What the task asks — Look through the lines below and copy each one that includes "edges".

(Collected data)
· · · · · · ·

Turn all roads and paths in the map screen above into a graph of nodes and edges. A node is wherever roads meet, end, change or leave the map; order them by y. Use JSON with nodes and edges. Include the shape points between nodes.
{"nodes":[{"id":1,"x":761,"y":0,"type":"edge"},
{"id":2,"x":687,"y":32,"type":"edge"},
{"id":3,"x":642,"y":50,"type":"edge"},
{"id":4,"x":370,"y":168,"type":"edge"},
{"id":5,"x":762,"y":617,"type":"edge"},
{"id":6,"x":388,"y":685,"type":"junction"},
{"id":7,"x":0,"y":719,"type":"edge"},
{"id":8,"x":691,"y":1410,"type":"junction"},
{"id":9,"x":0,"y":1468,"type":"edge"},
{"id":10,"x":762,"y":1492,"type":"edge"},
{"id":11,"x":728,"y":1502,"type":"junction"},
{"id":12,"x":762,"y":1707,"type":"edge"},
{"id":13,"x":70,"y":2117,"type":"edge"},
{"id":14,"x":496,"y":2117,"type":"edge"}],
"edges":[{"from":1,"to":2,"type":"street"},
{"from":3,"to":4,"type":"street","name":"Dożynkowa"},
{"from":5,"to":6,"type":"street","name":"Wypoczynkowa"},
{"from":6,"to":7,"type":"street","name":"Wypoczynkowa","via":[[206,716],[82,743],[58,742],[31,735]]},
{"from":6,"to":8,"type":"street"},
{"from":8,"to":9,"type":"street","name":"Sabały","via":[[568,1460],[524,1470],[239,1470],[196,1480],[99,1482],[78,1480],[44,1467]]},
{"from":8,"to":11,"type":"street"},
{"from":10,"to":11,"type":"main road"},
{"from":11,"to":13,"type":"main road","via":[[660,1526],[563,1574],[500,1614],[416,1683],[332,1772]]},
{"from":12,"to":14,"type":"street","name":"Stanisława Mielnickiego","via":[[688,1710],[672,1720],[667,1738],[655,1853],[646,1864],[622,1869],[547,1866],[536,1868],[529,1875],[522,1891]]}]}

· · · · · · ·

Answer space —
Turn all roads and paths in the map screen above into a graph of nodes and edges. A node is wherever roads meet, end, change or leave the map; order them by y. Use JSON with nodes and edges. Include the shape points between nodes.
"edges":[{"from":1,"to":2,"type":"street"},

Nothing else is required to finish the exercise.